Бернар стоял рядом и видел, как побледнело её лицо. Видел, как дрогнули ресницы. И всё же она не отступила, не опустила голову, только слегка отвернулась, будто бы смотрит на крепость.
А потом, как будто всё происходящее было частью большого замысла, небо над площадью вспыхнуло белыми крыльями, ввысь взмыла стая птиц. Они кружили над башнями, крикливыми голосами подхватывая слова королевы, и несли их дальше – за стены, за поля, к самым краям мира.
– Идите с честью! – голос Сицилии прорезал морозный воздух.– Пусть сила предков направляет вас, а тьма боится даже взглянуть вам в спину. Да пребудут с вами силы богов!
На мгновение всё застыло, как перед ударом грома, а потом площадь взорвалась.

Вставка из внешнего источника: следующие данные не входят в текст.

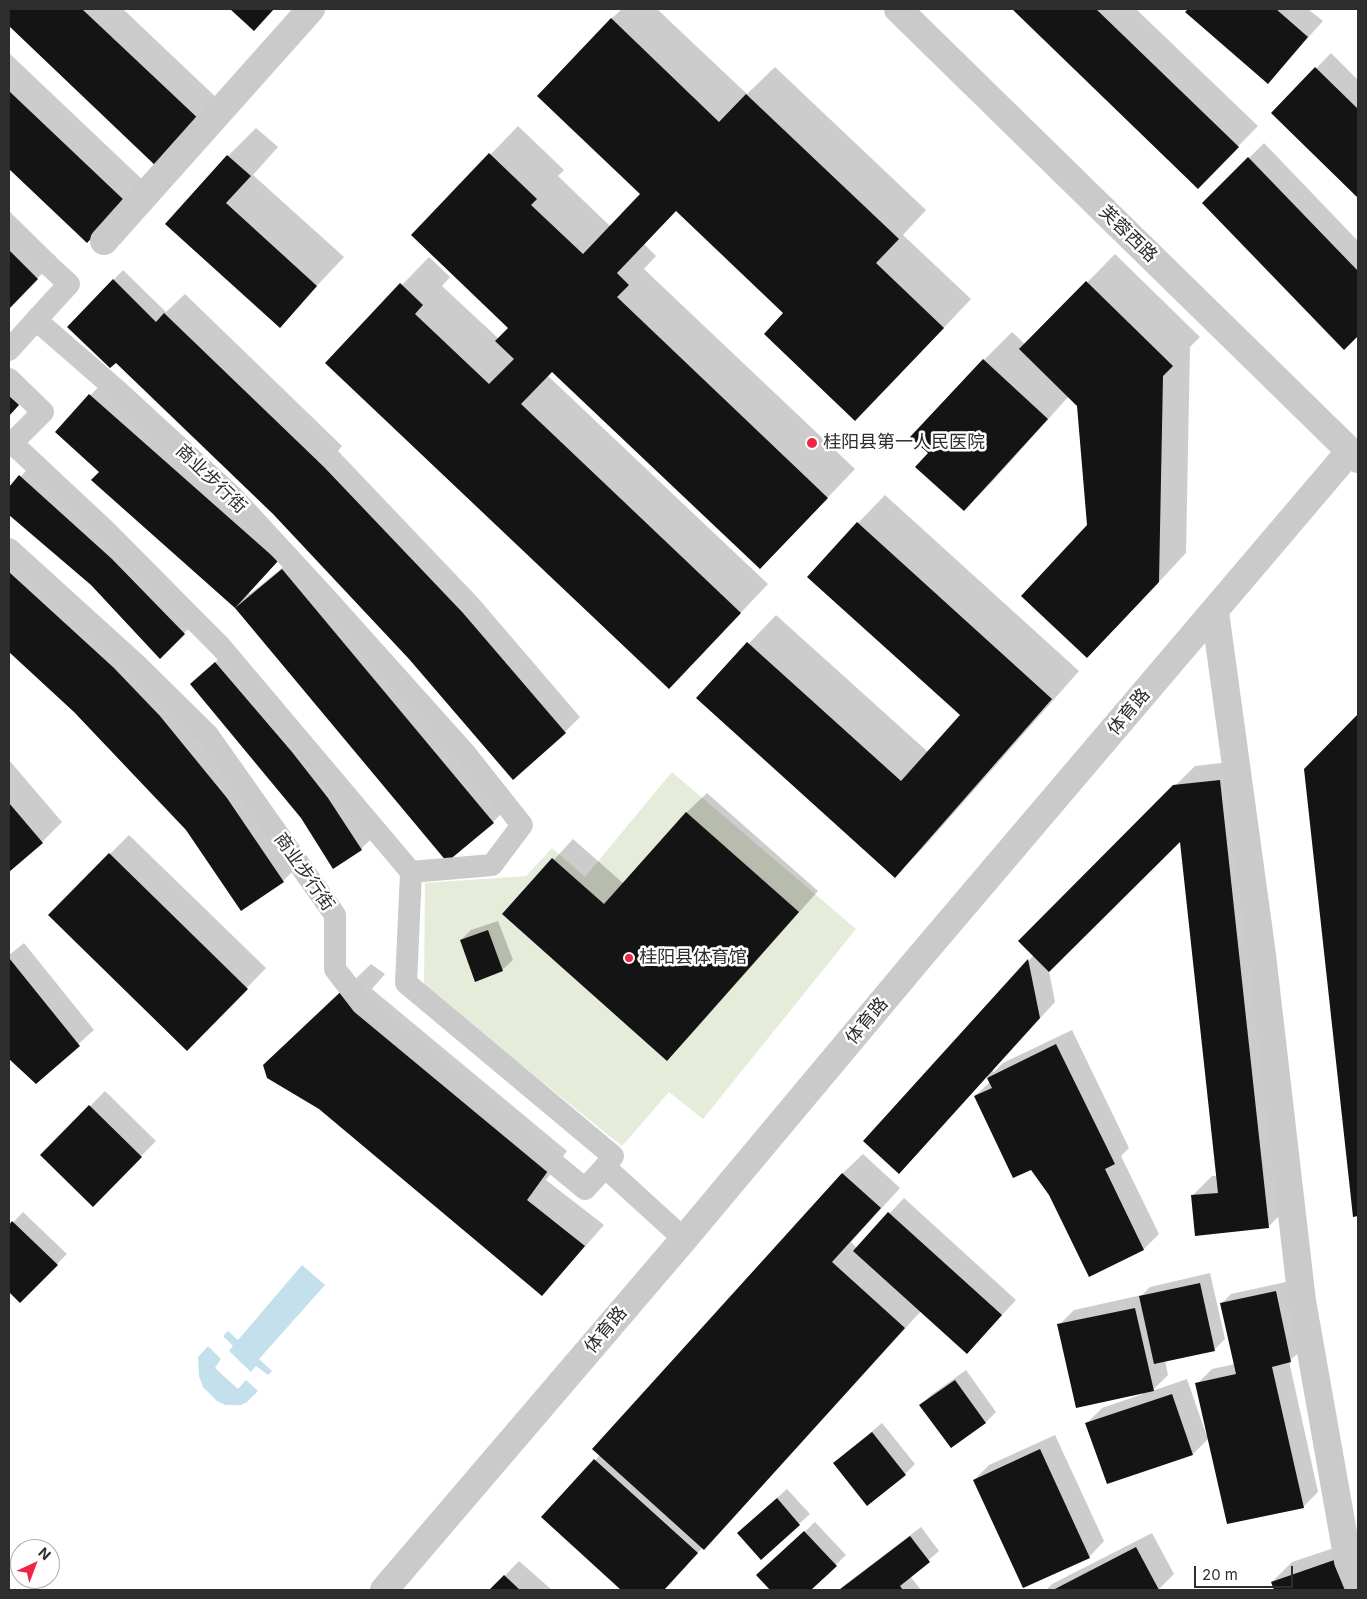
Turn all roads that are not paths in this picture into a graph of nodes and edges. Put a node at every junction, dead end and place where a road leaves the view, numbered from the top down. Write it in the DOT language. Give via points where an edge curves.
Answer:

Люди кричали, выкидывали вверх руки, кто-то рыдал навзрыд, кто-то просто стоял, прижав ладони к груди. Дети визжали, пытаясь заглянуть поверх голов, старики вытирали глаза рукавами, женщины махали платками, утирая слёзы с щёк. Толпа расступилась, открыв дорогу. Мелисса шла первой. Она смотрела вперёд, не позволяя себе ни оглянуться, ни моргнуть лишний раз. Внутри будто всё сжалось: воздух стал плотным, вязким, а сердце билось так сильно, что, казалось, его слышат даже стражи на башнях. Браслет на запястье пульсировал едва заметно, как напоминание: обратной дороги нет. Талли шла чуть в стороне, рядом. Её лицо светилось широкой, улыбкой, но в уголках губ всё же дрожало напряжение. Она здоровалась с народом кивками, поднимала руку, ловила взгляды, черпая в них поддержку. Бернар замыкал тройку. Молчаливый, сосредоточенный. Его шаги были тяжёлыми, лицо мрачным. Он не искал глазами никого, не кивал, не улыбался, лишь крепче сжимал рукоять ножа у бедра. Он шёл туда, где его ненавидели, и был к этому готов.
Королева осталась стоять неподвижно, её тяжелый и пронзительный взгляд не отрывался от одной фигуры в отряде.
“Мелисса…”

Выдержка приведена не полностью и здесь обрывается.